Клуб оказался уже набитым народом, и суд начался. Маме не разрешили присутствовать на собрании, ей сразу же указали на дверь. В качестве свидетеля ей полагалось ждать где-нибудь, пока её не вызовут на заседание суда. Я хотел остаться с ней, но мне не позволили.
Очутившись внутри бывшего церковного помещения, меня, прежде всего, поразила стоявшая тишина. Казалось, мы находились в церкви. Люди сидели молча, прямо глядя перед собой. Все сняли шапки, как это всегда делали раньше во время церковной службы.
Затем моё внимание привлекло чрезмерное внутреннее убранство помещения, если это так можно назвать. На потолке, в самом центре, там, где когда-то висели хрустальные канделябры, коптила керосиновая лампа. На стенах, раньше украшенных иконами и картинами на религиозные темы, теперь красовались портреты партийных и государственных вождей. Над бывшем алтарём, на месте картины «Последняя вечерня», висел огромный плакат, выполненный красными чернилами «РЕЛИГИЯ — ОПИУМ НАРОДА». Святилище переоборудовали под сцену, и трибуну покрали красной материей.
До этого дня мне не приходилось бывать в суде. Ведь у нас на селе никогда не проводилось ни одного судебного заседания. Мы слышали о, так называемом народном суде находившимся в районном центре, но с его работой не сталкивались. Наша сельская община разрешала собственные проблемы, не прибегая к помощи из вне.
Только к полуночи приступили к рассмотрению «дела» моего брата. Его ввели в клуб под конвоем двух милиционеров. За те несколько дней Серёжа очень сильно изменился. Он был грязным и выглядел измученным, и все могли видеть следы побоев на его теле. Под глазами у него были огромные синяки, а на губах и лице — следы запёкшейся крови.
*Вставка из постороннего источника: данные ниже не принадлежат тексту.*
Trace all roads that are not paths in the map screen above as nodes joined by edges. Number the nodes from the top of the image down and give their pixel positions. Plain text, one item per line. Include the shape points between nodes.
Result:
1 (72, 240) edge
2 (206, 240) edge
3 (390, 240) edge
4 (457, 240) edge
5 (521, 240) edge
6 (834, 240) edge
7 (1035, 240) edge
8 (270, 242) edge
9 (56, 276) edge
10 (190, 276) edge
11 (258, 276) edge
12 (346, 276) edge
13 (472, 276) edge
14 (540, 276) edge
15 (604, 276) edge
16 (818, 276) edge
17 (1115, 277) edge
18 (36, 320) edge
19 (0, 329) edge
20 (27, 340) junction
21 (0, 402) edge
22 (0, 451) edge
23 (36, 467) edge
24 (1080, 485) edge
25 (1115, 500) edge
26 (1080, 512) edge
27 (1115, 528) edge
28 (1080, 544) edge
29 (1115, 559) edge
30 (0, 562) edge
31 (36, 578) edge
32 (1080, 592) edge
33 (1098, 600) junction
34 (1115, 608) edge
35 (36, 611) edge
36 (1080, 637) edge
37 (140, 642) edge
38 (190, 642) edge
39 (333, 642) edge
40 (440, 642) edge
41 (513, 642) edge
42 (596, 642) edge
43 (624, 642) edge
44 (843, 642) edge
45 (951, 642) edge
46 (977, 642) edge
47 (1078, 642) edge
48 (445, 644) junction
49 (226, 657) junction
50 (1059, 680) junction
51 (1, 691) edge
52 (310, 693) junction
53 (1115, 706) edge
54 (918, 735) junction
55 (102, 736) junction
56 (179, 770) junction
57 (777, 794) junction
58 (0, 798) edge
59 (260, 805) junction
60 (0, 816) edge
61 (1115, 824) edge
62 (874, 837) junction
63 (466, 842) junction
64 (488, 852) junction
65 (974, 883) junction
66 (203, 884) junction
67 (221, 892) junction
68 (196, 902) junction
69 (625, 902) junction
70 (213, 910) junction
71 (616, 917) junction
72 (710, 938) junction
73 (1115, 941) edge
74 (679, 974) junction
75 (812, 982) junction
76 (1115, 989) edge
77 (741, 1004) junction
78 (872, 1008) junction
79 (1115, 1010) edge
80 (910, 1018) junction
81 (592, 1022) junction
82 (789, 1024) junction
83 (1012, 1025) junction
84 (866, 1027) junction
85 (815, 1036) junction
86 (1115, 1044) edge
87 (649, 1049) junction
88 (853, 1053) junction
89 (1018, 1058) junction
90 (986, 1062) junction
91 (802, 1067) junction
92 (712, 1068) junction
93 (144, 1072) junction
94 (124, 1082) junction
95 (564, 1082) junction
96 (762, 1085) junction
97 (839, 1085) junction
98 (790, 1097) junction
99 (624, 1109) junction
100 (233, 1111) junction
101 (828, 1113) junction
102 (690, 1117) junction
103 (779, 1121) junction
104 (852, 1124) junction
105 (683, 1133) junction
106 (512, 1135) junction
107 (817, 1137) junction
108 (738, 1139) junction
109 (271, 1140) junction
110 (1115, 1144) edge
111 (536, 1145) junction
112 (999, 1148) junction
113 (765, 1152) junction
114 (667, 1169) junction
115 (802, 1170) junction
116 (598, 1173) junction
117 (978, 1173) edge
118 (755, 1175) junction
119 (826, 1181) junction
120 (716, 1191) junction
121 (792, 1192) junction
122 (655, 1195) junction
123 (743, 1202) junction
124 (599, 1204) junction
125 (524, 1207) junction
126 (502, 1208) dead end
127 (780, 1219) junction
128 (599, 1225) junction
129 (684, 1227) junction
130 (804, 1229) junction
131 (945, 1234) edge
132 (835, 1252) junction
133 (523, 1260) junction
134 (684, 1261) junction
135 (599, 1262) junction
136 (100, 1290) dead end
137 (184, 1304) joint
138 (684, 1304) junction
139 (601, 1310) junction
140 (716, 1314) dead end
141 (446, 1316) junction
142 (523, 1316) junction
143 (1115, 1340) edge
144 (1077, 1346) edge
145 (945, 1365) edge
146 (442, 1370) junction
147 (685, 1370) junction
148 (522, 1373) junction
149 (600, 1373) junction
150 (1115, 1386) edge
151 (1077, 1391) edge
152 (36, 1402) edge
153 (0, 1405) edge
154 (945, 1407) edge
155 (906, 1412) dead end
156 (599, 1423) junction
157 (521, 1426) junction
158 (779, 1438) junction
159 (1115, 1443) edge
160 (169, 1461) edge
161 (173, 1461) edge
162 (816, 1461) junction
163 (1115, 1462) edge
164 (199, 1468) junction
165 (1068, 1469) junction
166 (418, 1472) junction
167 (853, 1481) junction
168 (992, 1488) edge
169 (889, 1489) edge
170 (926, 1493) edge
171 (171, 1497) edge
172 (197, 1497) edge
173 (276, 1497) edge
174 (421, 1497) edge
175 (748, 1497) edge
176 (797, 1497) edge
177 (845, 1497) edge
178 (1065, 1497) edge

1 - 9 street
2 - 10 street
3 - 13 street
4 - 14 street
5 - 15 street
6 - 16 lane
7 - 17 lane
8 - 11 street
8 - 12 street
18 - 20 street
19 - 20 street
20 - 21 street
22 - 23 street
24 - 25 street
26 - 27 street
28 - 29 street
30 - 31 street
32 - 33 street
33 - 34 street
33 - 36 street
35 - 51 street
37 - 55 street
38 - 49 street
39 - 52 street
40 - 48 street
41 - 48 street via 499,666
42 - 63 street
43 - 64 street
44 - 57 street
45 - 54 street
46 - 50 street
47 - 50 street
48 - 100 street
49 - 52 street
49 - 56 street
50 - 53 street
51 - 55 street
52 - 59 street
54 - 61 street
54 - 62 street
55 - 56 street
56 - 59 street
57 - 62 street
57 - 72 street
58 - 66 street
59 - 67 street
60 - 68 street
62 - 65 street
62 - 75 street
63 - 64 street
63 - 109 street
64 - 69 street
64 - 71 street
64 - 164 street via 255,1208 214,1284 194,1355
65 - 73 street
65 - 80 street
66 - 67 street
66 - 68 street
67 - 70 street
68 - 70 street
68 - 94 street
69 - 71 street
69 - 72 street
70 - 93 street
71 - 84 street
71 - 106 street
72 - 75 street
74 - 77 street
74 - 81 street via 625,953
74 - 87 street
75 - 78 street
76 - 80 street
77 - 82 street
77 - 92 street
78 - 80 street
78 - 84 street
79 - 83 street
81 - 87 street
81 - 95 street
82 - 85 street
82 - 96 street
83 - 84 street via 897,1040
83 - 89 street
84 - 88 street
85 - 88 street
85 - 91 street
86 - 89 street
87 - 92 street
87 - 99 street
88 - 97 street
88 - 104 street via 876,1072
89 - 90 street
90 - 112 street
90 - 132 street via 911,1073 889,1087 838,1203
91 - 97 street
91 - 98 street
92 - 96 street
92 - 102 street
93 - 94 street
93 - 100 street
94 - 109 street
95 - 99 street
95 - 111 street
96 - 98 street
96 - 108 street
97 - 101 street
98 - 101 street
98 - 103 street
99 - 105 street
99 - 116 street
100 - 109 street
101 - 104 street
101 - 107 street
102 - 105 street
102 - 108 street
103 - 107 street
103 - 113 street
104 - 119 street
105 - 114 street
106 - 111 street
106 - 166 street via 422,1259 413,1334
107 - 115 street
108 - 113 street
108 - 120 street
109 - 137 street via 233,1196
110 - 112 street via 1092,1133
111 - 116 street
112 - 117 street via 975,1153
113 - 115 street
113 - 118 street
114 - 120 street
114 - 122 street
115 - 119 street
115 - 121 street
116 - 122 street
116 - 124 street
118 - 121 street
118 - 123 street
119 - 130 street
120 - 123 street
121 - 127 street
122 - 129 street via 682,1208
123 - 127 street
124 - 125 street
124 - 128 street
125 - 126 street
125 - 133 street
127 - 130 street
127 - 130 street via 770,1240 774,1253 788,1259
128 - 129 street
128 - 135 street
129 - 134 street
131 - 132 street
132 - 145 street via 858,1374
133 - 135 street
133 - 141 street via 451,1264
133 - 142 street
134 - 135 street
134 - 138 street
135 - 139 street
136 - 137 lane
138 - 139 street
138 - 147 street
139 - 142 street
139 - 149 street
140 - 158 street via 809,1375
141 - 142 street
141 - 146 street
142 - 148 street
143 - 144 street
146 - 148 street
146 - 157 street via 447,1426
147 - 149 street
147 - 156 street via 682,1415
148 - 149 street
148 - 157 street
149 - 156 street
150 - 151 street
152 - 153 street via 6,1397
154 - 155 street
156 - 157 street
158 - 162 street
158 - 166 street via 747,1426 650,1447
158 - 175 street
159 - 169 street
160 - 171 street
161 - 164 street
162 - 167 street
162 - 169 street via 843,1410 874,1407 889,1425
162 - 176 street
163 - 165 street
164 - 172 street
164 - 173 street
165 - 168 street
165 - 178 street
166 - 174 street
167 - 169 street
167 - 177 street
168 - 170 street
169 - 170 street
Ему связали руки за спиной. Шагая к скамье, предназначенной для обвиняемых, Серёжа смотрел по сторонам, вероятно, выискивая глазами маму и меня. Затем ему приказали сесть.
Официально народный суд являлся высшим выражением воли народа и справедливости судопроизводства. Мы же увидели представителя партии, «тысячника» Цейтлина, беспардонно распоряжавшимся судебным заседанием, словно он был главным судьёй. После объявления начала слушаний по делу моего брата, товарищ Цейтлин быстро поднялся со своего места. Члены народного суда, словно сторонние наблюдатели, хранили молчание. Как и раньше, товарищ Цейтлин произнёс пространную речь на отвлечённую тему, не имеющей ничего общего с происходящим. Мы уже приготовились выслушать длинный монолог. Но, к всеобщему удивлению, он быстро вынес приговор. Как мы и ожидали, Серёжу обвинили в физическом нападении на товарища Хижняка, председателя нашей Сотни. К тому же товарищ Цейтлин добавил и обвинение в нападении на милиционеров. «Преступление» Серёжки, таким образом, преумножилось с момента, когда мы виделись в последний раз. Все мы знали, что это было серьёзным обвинением, особенно после прочтения товарищем Цейтлиным положения, что нападение на представителей власти «имело место при исполнении ими служебных обязанностей». Обстоятельства, при которых всё это произошло, никто даже не выяснял.
Предъявив обвинение, товарищ Цейтлин сразу приступил к допросу.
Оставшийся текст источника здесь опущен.